Specially made rubber straps
For those who are not so keen on the bracelet or perhaps just want to swap it out for other strap options, Atelier Wen has designed the strap/lug integration quite cleverly. It’s not actually a proprietary connection as it may appear. In fact, any 18mm watch strap will attach via regular spring bars — music to many watch lovers’ ears, no doubt. However, Atelier Wen has also produced some rubber straps for the Perception, which also appear fully integrated thanks to a custom end piece.
Made of FKM rubber, they’re incredibly comfortable. Unfortunately, they only had XL-sized straps to send me, so I could not get a suitable sizing. Aside from the photography, I wore the Perception on the bracelet for the week I had it on loan. That said, the rubber straps are lovely, and I was a big fan of the white rubber against the icy blue dial.

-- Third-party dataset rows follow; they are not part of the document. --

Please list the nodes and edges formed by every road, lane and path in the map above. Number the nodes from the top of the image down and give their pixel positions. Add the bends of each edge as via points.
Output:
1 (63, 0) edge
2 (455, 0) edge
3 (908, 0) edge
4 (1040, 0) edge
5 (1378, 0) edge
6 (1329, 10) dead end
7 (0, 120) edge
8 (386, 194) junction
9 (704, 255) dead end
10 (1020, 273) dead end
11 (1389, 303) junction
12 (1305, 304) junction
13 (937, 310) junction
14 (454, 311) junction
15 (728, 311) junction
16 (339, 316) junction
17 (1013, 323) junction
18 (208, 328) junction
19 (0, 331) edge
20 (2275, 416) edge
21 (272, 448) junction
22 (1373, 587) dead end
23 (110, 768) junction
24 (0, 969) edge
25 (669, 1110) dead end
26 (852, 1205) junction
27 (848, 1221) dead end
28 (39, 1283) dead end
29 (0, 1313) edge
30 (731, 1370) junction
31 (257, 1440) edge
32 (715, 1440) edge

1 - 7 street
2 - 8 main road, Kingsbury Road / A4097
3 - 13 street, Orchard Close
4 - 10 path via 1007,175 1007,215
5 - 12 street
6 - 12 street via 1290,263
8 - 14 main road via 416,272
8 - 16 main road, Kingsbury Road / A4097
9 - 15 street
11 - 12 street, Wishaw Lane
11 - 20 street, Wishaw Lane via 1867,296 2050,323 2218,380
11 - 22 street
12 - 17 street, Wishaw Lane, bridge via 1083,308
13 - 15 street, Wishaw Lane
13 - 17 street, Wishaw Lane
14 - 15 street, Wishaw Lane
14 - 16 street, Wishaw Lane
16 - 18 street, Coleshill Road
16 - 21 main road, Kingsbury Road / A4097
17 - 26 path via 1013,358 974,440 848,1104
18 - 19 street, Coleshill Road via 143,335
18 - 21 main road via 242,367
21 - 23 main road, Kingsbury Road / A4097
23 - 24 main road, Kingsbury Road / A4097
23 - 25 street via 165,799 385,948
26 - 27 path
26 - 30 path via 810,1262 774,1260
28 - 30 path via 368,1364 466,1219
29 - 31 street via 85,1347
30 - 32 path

A proudly Chinese movement
As you can guess, the movement is proudly Chinese. No Swiss movements here! Atelier Wen has worked with the Dandong movement factory to produce a customized version of its new SL1 architecture. This movement has the reference SL1588. Modifications include a slimmer profile, refined accuracy (+/-10 seconds per day versus the +25/-15 of standard Peacock movements), and a longer power reserve of 41 hours. Since the production of prototype watches and movements, Dandong has been working on removing the “phantom” date position and adding hacking functionality.
Atelier Wen Perception price and availability
Atelier Wen initially had 300 pre-order places for the Perception (100 pieces of each color) at the launch. Ambitiously, or perhaps naively, the brand had assumed they would last for around one month. Needless to say, these 300 pieces were snapped up by savvy collectors in record time yesterday afternoon. However, all is not lost! Thankfully, the Perception is not a limited-edition watch, and more are on their way. Due to the nature of the handmade guilloché dials, there’s a limit on the number Master Cheng can make. He’s only human, after all. As such, the Perception has an annual production limit of 500 pieces.
Once the pre-orders have shipped, Atelier Wen plans to have an additional small number of watches available in October 2022. Once these are gone, orders will reopen again in February/March 2023 for the next batch. New colors will potentially be available too! From there on out, the Perception will continue to be made as batch production. So, if you’re keen to add one to your collection and you have the chance to grab one, don’t delay!